The European population-weighted mean percentage of vancomycin resistance in E. faecium was 17.3%, which represents a significant increase from 2015 when the percentage was 10.5%. National percentages ranged from 0.0% to 59.1%. Only 12 of the 30 reporting countries reported resistance percentages below 5%. Several of the countries reporting comparatively high percentages of resistance to vancomycin also reported significantly increasing trends for the last four years. For several countries, the increase during the four-year period was considerable. With few exceptions, national percentages of high-level aminoglycoside resistance in E. faecium were higher than for E. faecalis.
2.2. United States Data
The 2019 CDC’s Antibiotic Resistance Threats in the United States, reporting data regarding the year 2017, states that more than 2.8 million antibiotic-resistant infections occur in the U.S. each year, and more than 35000 people die as a result.[3]
According to the report, in 2017 there were 13100 cases of infections caused by carbapenem-resistant Enterobacterales were reported, showing a slow but steady increasing trend since 2012. Moreover, extended-spectrum beta-lactamase (ESBL) producing Enterobacterales were isolated in 197400 cases in hospitalized patients. Within the same year MDR P. aeruginosa infections caused 2700 estimated deaths and 32600 cases in hospitalized patients.
Regarding carbapenem-resistant Acinetobacter spp, there were 8500 estimated cases of infection in hospitalized patients, with 89% of the isolates non-susceptible to any fluoroquinolones, 75% to any extended-spectrum β-lactam, 61% to ampicillin-sulbactam and 66% of the isolates non-susceptible to trimethoprim-sulfamethoxazole (TMP-SMX).
Vancomycin-resistant enterococci accounted for 54500 cases, with 30% of all healthcare-associated enterococcals infections showing non-susceptibility to vancomycin.
Estimated cases of MRSA infections showed a constant reduction between 2005 and 2017, with 323700 cases and 10600 estimated deaths, with approximately 5% of patients in U.S. hospitals carrying MRSA in their nose or on their skin.
The ECDC/ CDC definition of multidrug-resistance, based on the criteria used for tuberculosis, can prove to be impractical[4]. Firstly, finding a universal consensus is difficult to achieve, since not all antimicrobials are available and tested by laboratories in all countries, and there is no common testing policy for laboratories. Furthermore, differences between European (EUCAST) and US (CLSI or FDA) breakpoints can affect fundamentally whether isolates are regarded as MDR or XDR. Secondly, some antibiotic resistances are now very common and stable, so they are seldom tested for, but if they are present the organism needs only one further resistance to count as MDR according to the “three classes of resistance” rule. Lastly, assigning antibiotics to separate classes without considering resistance mechanisms can lead to further discussion, making it difficult to reach a shared consensus.

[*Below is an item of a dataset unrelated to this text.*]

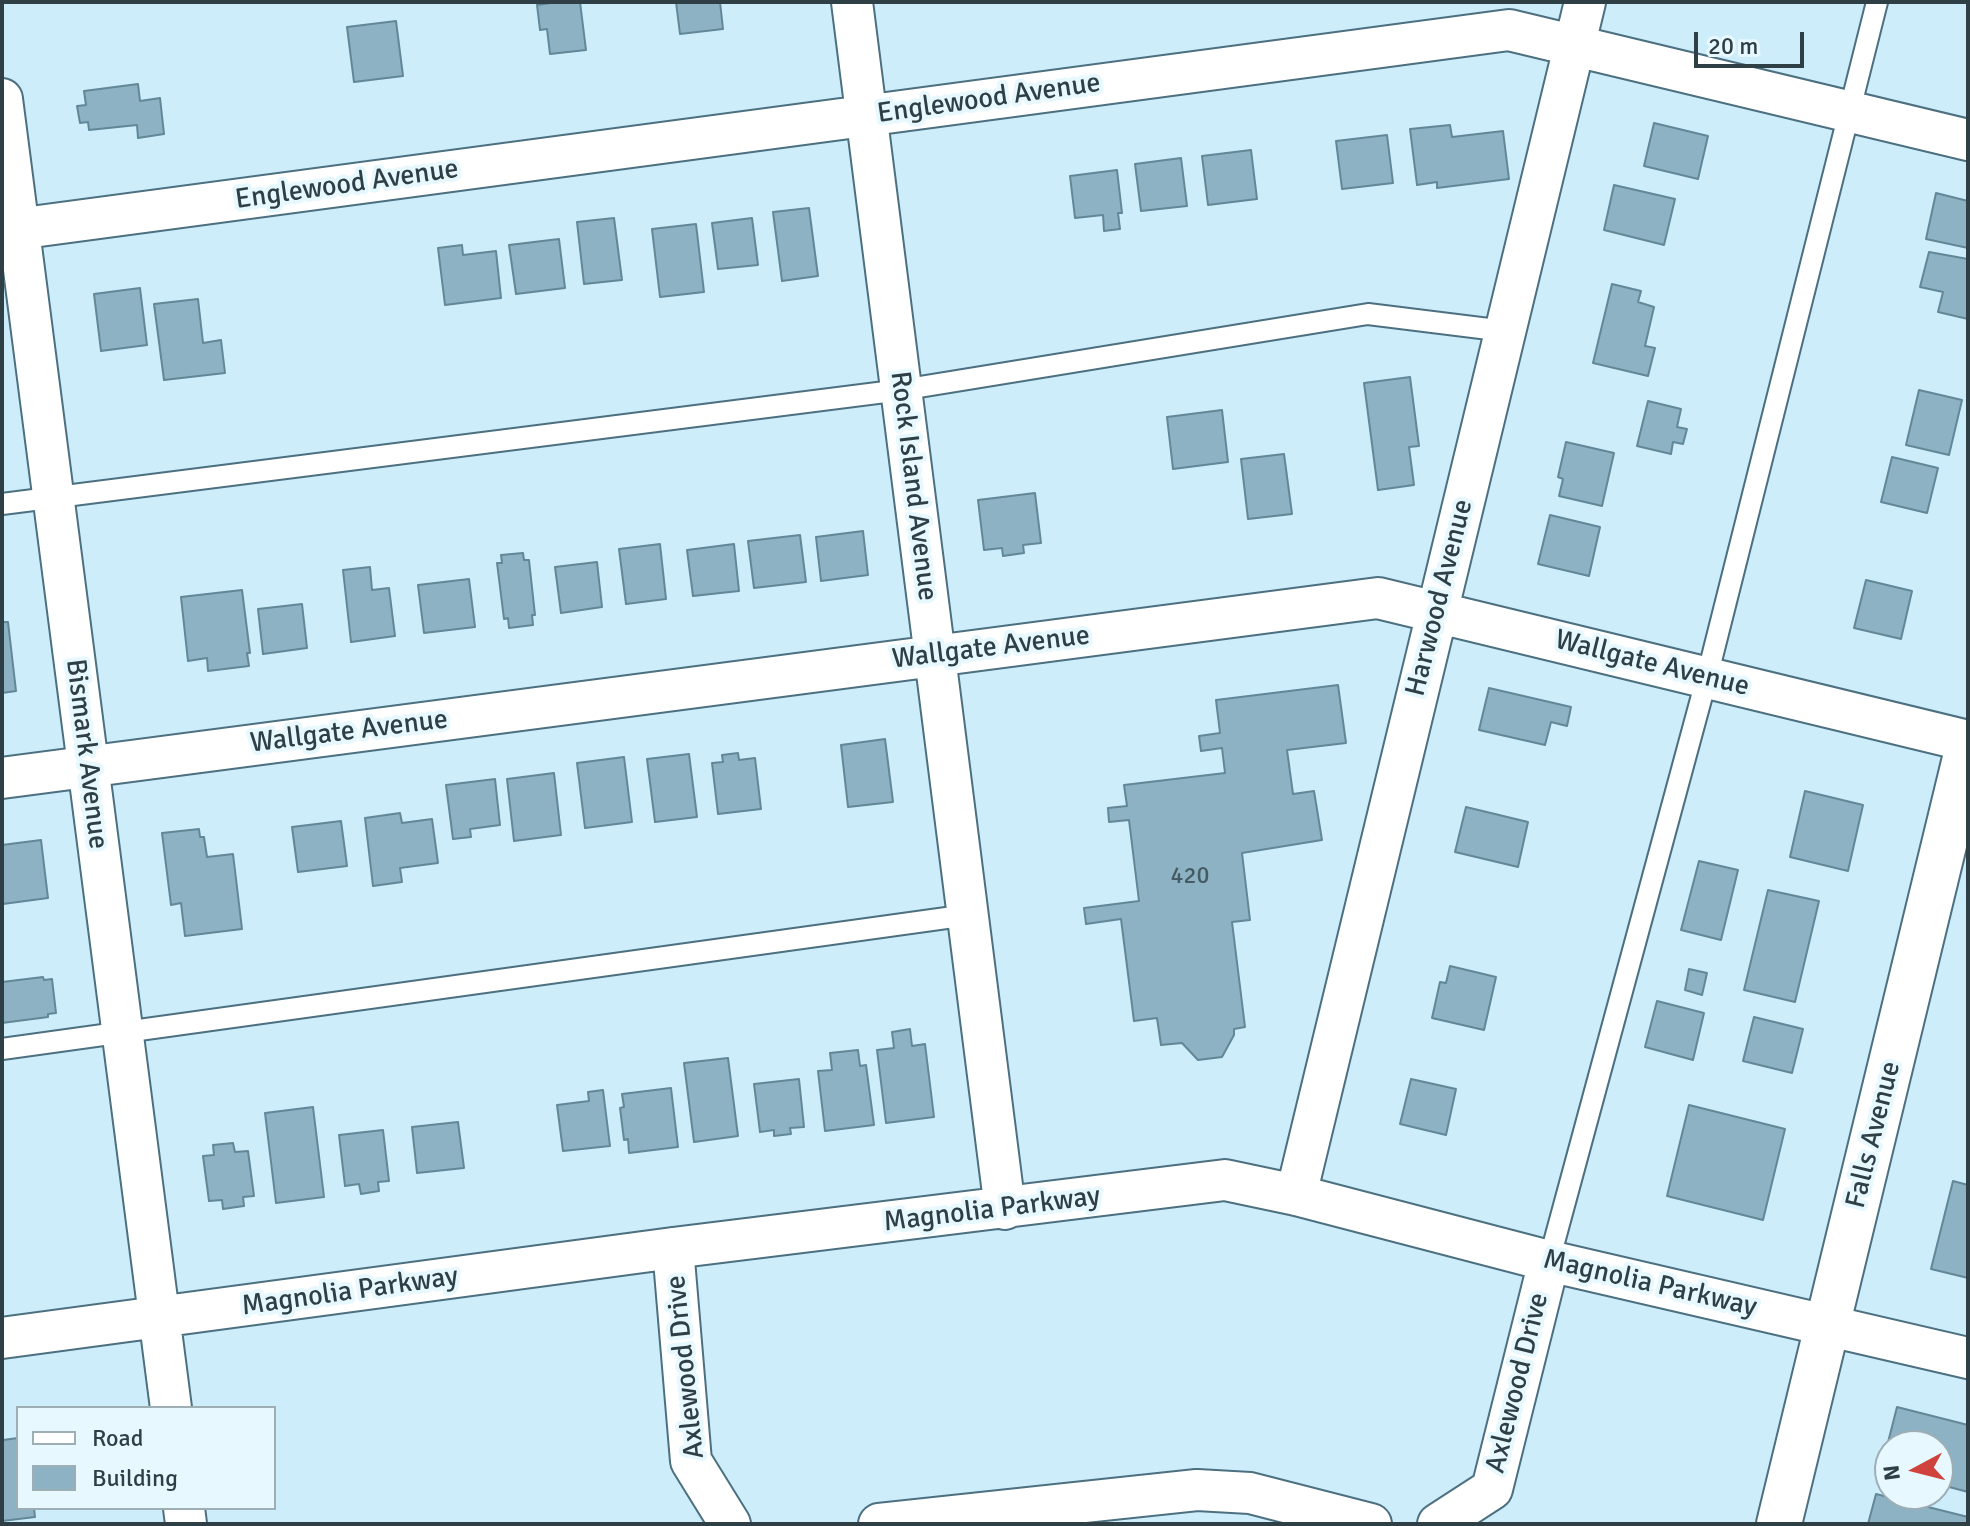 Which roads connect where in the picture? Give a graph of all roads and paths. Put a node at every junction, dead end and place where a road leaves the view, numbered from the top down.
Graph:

More viable definitions for MDR bacteria are needed. Lack of universal agreement influences recruitment and classification of patients in clinical trials and hampers effective surveillance of MDR strains. A useful pragmatic approach to defining MDR can be to consider oral and parenteral drugs separately. For oral drugs, multi-resistance can be defined as a microorganism susceptible to only one or no readily available oral agent active against infections systemically or in the upper urinary tract. For parenteral antibiotics a similar approach can be considered. Specific agents to which impaired susceptibility might be significant include carbapenems, relevant cephalosporins (cefotaxime for Enterobacterales, ceftazidime for P. aeruginosa), aztreonam, ceftolozane/tazobactam, ceftazidime/avibactam, temocillin, piperacillin/tazobactam, colistin, quinolones, fosfomycin, tigecycline and aminoglycosides (including amikacin).